Activist Poll Misleads California

130328_FoodPoliceBadge picCalifornians awoke to a surprising poll this morning: The Field Poll reports that over 70 percent of the state’s voters back the harebrained proposal to place warning labels on soft drinks and two-thirds support a soda tax. This result conflicts with every other piece of evidence on soft drink taxes and regulations, which independent polls of New York City and a national sampling finding the taxes and bans don’t fly with voters. And in California, voters in two left-leaning cities rejected soda taxes by two-to-one and three-to-one margins.

Upon closer inspection, the poll looks designed to deliver its sponsor, the California Endowment, the results it hoped to find. The California Endowment is a strong financial supporter of the lead organization behind California’s anti-soda proposals, the California Center for Public Health Advocacy, to the tune of $1.2 million in 2012 (the most recent year for which records are currently public).

So the poll was sponsored by a highly invested advocate for the policies polled. How might this manifest itself in the results? There are two ways. The most obvious is misleading or suggestive poll wording, and the poll question does seem slanted. The question presupposes that taxes and warning labels could reduce diabetes rates, but the evidence leans more toward the contrary. Studies of soda taxes find that they have a minimal effect on body weight (a controllable diabetes risk factor).

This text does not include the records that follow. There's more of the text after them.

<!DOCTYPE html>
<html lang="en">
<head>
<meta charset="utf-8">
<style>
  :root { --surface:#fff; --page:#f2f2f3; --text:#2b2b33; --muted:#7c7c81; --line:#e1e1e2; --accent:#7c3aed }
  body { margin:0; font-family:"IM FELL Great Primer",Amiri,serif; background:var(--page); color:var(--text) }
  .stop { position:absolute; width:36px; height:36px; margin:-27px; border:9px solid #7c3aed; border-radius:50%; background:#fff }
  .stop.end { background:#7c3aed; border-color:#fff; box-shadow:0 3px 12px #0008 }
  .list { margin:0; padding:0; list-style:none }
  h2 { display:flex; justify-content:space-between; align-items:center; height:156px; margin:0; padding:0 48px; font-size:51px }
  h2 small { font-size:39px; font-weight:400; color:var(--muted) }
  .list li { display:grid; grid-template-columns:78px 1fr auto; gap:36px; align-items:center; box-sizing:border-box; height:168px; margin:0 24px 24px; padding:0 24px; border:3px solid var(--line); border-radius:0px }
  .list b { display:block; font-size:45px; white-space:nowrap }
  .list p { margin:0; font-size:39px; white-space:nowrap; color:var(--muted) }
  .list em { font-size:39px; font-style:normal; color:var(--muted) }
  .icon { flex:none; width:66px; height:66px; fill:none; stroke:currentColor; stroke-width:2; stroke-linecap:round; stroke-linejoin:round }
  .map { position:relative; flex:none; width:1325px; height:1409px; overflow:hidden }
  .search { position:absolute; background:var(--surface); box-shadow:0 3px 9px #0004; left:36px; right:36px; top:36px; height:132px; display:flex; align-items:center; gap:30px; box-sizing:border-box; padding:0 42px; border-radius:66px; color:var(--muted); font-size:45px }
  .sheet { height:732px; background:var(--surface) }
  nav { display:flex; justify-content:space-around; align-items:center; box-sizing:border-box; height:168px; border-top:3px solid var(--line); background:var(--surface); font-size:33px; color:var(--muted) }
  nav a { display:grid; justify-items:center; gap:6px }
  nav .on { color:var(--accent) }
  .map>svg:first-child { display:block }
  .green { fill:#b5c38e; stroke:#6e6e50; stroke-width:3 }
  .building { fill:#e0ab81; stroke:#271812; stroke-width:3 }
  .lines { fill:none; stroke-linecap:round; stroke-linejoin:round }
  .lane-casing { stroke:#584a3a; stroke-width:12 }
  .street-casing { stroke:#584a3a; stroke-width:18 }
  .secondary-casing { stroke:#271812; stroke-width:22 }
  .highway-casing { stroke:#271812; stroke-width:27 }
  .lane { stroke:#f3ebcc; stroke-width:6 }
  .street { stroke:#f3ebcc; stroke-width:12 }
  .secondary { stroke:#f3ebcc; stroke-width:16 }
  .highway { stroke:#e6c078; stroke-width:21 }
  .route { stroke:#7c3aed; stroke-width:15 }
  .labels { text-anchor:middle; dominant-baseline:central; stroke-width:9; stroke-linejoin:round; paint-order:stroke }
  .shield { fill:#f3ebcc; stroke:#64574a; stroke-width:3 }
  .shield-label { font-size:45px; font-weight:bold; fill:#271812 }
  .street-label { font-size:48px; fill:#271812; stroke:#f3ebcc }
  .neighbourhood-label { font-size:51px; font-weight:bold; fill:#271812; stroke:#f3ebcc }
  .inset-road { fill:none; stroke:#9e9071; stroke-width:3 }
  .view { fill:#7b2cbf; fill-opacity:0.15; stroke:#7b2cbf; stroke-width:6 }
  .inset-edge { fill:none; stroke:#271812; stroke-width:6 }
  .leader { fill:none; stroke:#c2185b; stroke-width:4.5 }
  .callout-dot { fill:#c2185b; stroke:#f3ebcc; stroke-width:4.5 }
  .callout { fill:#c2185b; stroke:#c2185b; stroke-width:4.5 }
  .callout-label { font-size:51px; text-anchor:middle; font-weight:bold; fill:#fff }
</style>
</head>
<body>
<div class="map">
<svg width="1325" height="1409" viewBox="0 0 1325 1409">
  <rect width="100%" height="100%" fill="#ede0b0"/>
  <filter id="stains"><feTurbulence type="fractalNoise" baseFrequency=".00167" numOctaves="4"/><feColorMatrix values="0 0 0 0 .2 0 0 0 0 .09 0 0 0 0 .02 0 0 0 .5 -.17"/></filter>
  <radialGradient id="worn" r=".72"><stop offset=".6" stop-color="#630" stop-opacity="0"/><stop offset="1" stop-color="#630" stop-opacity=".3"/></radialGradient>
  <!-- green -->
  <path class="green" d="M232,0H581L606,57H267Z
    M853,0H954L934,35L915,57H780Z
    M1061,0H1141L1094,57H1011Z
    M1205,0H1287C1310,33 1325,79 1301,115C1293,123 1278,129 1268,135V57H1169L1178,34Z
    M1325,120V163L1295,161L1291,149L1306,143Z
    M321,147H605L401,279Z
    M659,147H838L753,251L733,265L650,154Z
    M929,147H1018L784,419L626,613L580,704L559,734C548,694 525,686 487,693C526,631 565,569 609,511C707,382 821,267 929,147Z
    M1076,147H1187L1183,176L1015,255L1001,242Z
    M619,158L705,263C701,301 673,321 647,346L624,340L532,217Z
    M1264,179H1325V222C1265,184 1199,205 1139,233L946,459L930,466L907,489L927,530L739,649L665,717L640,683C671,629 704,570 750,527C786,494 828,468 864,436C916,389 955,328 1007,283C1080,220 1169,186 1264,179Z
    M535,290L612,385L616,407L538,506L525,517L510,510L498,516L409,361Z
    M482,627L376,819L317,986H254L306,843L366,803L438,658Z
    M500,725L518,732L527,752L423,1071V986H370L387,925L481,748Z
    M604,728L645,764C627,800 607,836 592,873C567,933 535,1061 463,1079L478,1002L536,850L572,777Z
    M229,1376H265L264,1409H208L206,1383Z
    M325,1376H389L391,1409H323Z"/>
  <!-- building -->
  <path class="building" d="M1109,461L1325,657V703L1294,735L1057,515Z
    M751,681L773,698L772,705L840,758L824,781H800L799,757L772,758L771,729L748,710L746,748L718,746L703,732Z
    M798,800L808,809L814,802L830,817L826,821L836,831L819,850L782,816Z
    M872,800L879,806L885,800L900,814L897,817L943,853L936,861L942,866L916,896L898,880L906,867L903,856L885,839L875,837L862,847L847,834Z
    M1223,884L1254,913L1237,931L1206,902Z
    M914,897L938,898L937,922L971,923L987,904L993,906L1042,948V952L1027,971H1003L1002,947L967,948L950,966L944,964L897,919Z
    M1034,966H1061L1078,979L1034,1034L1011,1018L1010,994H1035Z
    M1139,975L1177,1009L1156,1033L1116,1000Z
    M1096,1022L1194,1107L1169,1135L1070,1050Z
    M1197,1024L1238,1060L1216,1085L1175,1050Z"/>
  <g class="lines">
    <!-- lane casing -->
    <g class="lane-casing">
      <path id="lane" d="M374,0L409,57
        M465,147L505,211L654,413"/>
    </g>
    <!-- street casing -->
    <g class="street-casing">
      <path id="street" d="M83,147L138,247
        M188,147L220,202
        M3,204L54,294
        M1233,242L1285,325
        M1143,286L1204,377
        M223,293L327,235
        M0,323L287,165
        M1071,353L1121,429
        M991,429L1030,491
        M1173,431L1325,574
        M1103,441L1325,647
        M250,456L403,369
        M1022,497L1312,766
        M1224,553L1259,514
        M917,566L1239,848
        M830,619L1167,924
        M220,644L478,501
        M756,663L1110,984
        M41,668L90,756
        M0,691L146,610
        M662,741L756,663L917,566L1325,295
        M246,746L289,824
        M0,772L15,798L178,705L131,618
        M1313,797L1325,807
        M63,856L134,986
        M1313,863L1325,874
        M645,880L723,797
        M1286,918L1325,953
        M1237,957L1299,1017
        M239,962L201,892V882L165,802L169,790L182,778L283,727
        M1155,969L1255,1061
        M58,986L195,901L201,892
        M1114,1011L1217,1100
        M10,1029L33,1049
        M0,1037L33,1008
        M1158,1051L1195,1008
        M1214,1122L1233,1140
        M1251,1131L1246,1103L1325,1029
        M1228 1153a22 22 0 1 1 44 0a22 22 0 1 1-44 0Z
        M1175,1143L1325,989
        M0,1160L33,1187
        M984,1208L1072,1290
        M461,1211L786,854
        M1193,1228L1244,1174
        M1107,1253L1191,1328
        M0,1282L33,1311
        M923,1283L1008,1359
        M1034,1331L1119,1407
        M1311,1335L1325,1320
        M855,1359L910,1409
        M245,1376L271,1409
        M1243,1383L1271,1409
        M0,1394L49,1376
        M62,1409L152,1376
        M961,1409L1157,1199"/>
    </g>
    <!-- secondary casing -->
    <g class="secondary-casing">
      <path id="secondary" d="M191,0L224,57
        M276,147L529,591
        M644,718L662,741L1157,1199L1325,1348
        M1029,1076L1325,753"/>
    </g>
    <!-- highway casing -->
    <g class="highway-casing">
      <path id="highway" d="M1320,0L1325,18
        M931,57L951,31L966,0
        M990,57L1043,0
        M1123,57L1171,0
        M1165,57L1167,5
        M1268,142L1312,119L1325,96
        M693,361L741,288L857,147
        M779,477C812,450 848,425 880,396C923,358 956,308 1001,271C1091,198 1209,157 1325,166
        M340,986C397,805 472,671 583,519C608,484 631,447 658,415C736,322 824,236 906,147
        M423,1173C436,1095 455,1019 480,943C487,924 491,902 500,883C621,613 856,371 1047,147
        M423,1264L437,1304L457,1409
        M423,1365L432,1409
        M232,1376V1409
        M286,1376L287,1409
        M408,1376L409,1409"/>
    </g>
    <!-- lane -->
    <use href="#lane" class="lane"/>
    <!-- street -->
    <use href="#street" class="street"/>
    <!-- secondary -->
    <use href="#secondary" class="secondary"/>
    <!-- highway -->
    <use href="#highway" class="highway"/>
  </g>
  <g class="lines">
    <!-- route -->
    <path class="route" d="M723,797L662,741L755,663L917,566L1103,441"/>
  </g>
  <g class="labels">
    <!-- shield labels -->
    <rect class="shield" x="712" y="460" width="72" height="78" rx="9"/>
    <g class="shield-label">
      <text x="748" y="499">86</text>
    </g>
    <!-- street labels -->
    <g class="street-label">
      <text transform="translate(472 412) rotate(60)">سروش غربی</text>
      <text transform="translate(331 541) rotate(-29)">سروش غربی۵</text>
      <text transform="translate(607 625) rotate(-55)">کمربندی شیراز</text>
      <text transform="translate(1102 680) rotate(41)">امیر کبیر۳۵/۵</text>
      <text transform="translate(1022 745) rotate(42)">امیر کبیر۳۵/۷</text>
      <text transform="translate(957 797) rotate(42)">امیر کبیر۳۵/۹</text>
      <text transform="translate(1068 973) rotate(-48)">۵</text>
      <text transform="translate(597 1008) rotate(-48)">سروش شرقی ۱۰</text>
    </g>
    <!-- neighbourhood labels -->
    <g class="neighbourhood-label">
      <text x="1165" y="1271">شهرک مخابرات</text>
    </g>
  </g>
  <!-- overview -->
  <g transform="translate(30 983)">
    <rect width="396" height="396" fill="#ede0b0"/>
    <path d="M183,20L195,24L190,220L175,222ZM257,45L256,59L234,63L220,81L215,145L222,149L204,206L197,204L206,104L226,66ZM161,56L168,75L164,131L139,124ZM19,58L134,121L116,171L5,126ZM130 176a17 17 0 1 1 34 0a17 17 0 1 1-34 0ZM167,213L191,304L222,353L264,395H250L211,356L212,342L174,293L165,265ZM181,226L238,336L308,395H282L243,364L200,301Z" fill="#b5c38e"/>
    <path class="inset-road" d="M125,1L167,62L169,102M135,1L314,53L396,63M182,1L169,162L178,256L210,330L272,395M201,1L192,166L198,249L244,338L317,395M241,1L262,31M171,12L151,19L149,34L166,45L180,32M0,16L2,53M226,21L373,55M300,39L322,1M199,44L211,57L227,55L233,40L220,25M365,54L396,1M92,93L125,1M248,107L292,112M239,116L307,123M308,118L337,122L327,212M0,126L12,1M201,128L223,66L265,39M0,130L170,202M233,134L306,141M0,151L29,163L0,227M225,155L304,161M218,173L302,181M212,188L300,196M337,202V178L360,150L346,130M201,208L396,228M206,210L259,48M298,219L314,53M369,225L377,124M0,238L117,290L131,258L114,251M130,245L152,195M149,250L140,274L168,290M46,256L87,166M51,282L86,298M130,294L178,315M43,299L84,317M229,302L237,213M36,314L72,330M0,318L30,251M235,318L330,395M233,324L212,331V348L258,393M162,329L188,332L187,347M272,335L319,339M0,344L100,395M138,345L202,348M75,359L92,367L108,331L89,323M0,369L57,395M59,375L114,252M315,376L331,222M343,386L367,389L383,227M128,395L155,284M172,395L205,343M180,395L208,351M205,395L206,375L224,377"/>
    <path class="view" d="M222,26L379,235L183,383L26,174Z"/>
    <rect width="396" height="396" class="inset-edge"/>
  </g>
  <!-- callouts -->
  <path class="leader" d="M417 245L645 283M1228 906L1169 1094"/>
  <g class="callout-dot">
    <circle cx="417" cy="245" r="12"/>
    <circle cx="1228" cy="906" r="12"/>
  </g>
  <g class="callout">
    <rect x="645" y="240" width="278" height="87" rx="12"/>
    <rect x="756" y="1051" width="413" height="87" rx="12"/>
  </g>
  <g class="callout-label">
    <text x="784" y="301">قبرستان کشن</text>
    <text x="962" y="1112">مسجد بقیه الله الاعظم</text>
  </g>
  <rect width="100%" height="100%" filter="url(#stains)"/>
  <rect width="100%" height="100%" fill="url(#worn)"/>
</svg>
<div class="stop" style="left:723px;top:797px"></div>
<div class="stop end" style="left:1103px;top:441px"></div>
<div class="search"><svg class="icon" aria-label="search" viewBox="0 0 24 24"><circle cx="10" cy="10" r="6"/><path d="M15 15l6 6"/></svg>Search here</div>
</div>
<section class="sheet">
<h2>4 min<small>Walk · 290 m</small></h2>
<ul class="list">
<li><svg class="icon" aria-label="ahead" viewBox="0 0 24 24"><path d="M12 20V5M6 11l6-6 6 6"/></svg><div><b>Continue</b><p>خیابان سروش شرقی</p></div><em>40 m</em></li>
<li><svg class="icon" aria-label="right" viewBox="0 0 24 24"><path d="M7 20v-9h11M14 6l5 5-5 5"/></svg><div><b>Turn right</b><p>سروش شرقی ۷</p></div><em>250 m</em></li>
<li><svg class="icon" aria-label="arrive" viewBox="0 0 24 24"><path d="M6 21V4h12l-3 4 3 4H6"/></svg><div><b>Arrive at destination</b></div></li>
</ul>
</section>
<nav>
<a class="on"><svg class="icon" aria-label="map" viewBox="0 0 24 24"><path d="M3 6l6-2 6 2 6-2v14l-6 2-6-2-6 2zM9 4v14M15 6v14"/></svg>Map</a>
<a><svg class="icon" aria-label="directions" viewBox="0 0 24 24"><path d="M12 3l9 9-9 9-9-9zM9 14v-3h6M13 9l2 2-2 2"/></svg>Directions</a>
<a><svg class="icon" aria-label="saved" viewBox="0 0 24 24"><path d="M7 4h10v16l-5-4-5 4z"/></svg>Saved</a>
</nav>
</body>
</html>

The second way is far more subtle. By putting the policy question after a series of related questions on a problem, a survey taker can “prime” a socially expected response to the policy question. (A British sitcom humorously sketched an unsophisticated illustration of this sort of thing.) We’ve observed Field doing this for the California Endowment to generate pro-soda tax outlier polls before; we characterized the effort as a “guilt trip followed by a bait-and-switch.”

Sure enough, Field and the Endowment appear to be at it again. Last week Field (on behalf of the Endowment) released a survey on Californians’ assessment of various “Concerns and Policy Options Related to Obesity and Diabetes.” Today’s release shows polling was conducted over the same dates (November 14-December 5 of last year, well before the soda warning proposal became public) by the same method under the same survey name.

If the questions in the first release (which emphasized how big a problem people thought obesity was) were asked of the respondents to the second release and the second release questions followed the “problem” questions preceded the “policy” questions, then the guilt trip — the psychological priming — is back. And the tax question in the second release kept the bait-and-switch promise that tax revenue would go to “nutrition and physical activity programs.” In an open debate with both sides given time to present their case, we’re pretty sure California voters will back soft drink freedom, not taxes and bans.